▶ _Problem description_
Give back every line of the material below that has the string "Florido".

▶ _Input data_
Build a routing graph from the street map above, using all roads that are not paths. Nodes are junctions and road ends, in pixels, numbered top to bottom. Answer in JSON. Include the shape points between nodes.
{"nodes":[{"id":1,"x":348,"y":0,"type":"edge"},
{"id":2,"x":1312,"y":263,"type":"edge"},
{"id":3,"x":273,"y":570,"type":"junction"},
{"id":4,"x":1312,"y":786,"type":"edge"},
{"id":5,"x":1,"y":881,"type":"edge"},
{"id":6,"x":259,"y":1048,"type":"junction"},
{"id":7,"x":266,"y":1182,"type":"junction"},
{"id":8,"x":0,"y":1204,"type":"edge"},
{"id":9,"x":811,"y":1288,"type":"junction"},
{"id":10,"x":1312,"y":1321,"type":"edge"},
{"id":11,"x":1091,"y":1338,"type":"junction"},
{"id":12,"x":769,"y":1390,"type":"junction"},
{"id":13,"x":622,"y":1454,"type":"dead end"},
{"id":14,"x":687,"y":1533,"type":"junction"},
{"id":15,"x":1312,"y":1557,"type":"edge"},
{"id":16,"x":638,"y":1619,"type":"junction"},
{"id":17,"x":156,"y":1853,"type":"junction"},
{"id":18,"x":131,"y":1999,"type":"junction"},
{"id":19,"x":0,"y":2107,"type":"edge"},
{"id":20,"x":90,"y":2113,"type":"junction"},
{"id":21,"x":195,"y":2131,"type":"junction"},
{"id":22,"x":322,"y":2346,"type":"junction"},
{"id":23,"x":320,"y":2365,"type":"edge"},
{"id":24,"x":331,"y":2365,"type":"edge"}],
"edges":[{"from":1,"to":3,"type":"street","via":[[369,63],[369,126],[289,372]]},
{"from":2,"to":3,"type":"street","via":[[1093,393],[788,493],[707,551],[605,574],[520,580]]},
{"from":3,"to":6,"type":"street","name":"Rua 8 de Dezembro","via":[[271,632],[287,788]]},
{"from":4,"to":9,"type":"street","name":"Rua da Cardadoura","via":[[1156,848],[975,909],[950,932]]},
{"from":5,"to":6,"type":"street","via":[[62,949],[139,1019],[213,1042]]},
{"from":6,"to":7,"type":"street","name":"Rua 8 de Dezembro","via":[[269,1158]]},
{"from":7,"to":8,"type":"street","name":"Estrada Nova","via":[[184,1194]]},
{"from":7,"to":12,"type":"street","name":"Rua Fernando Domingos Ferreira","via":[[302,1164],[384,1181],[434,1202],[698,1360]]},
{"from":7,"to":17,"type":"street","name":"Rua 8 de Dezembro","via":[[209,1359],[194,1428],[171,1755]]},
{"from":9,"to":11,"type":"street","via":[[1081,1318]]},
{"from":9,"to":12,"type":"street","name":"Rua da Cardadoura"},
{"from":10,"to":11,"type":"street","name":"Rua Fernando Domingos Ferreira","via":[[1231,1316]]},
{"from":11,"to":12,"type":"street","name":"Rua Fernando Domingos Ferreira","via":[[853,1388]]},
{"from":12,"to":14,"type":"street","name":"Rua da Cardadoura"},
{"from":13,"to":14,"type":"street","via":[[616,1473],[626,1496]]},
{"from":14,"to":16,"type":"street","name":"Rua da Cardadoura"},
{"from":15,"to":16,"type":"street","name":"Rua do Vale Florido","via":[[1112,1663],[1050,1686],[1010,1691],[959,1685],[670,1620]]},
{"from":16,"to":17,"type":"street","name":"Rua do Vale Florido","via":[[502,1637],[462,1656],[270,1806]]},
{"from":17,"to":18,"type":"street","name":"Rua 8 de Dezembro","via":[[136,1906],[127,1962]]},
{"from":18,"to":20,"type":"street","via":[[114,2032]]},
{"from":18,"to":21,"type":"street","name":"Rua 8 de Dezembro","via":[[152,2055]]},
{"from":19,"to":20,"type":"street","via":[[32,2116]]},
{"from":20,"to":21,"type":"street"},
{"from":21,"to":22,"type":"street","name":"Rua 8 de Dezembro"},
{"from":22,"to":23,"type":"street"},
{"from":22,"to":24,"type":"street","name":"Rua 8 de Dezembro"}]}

▶ _Answer box_
{"from":15,"to":16,"type":"street","name":"Rua do Vale Florido","via":[[1112,1663],[1050,1686],[1010,1691],[959,1685],[670,1620]]},
{"from":16,"to":17,"type":"street","name":"Rua do Vale Florido","via":[[502,1637],[462,1656],[270,1806]]},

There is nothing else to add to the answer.